[MATERIAL FOR THIS TASK]

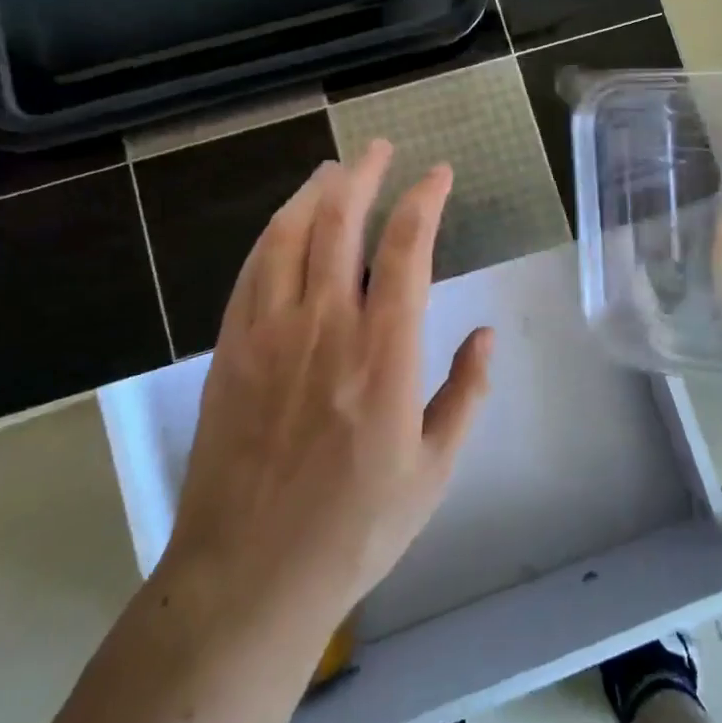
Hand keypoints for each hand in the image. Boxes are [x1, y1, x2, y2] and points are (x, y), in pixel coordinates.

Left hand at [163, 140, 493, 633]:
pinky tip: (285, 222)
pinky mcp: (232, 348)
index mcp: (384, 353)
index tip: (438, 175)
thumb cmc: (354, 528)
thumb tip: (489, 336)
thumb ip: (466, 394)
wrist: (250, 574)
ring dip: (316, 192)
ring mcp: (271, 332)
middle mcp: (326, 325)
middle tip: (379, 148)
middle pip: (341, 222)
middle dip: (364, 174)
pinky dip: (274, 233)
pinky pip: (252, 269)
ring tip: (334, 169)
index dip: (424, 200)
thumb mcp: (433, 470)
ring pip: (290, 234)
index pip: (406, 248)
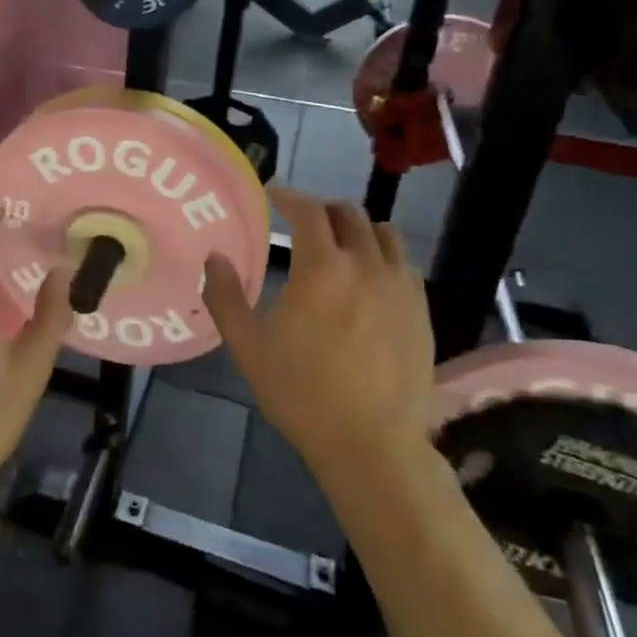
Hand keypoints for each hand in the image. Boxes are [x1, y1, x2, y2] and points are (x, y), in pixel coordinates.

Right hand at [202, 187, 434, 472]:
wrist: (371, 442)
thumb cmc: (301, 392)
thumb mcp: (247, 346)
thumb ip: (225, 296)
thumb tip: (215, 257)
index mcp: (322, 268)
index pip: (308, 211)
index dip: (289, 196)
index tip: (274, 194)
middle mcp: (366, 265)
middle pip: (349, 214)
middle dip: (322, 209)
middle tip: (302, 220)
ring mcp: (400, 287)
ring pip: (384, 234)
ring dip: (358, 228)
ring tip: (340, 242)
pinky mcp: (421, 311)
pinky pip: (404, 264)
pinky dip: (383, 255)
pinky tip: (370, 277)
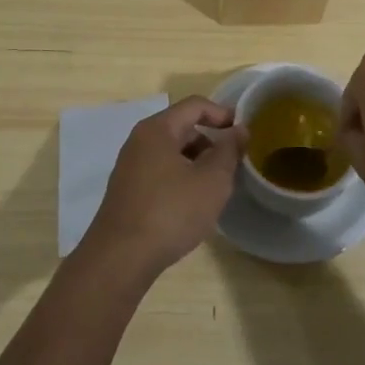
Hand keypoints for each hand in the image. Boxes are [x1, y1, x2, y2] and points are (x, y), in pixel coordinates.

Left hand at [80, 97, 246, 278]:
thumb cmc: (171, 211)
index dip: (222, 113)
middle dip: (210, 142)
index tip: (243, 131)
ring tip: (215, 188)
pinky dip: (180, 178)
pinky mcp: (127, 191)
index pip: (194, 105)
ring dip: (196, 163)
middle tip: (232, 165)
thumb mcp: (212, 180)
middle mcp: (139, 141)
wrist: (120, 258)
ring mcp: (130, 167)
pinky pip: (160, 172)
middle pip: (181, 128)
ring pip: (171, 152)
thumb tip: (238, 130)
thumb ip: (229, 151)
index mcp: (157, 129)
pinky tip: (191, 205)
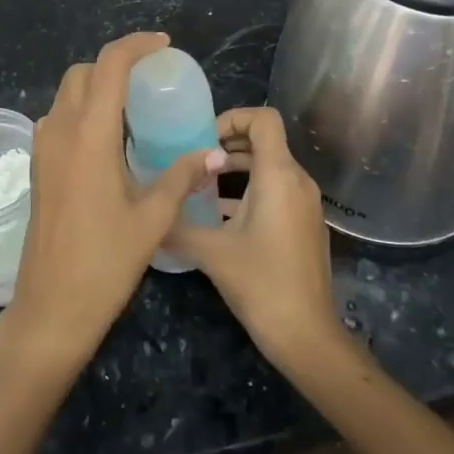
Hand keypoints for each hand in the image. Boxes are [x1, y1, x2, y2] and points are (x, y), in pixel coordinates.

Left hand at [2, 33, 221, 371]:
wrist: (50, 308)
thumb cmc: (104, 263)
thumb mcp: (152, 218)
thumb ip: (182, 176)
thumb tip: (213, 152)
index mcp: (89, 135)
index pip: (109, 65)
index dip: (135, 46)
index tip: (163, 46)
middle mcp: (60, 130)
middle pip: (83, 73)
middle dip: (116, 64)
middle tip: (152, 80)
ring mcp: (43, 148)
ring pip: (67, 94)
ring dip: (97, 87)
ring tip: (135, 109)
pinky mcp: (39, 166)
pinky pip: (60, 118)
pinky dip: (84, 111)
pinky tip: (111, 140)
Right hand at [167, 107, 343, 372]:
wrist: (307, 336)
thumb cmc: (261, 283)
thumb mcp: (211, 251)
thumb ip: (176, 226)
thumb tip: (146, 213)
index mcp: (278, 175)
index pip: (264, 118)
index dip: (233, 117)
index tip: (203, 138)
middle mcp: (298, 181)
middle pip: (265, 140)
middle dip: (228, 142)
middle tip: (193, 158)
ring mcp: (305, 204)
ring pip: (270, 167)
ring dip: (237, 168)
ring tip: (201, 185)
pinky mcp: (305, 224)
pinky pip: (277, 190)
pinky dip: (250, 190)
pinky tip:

[/MATERIAL FOR THIS TASK]

THE TASK: Excerpt from the records above: set down only the lines from the one that contains "middle mcp: (366, 265)" through the one that contains "thumb ip: (229, 151)", inclusive, word for word. Pictures stay out.

OUTPUT BELOW:
middle mcp: (366, 265)
middle pip: (349, 214)
middle dip: (322, 209)
middle tip: (302, 220)
ring mcp: (400, 287)
ring pip: (384, 234)
ring dip: (358, 228)
ring tip: (340, 242)
pinky mcp: (421, 311)
pinky pip: (404, 264)
pinky dip: (383, 255)
pinky tip: (370, 277)
Hand keypoints for each hand in the image. Boxes are [x1, y1, x2, y2] and points are (x, y), in pixel coordinates.

Left hand at [80, 97, 246, 278]:
thumb cmc: (171, 211)
index dip: (222, 113)
middle dip: (210, 142)
index tip: (243, 131)
ring tip: (215, 188)
pinky dip: (180, 178)
pinky mcp: (127, 191)
index pip: (194, 105)
ring dip: (196, 163)
middle tip: (232, 165)
thumb mcp: (212, 180)
middle mcp: (139, 141)
wrist: (120, 258)
ring mcp: (130, 167)
pinky pip: (160, 172)
middle pip: (181, 128)
ring pip: (171, 152)
thumb tip: (238, 130)
thumb ip: (229, 151)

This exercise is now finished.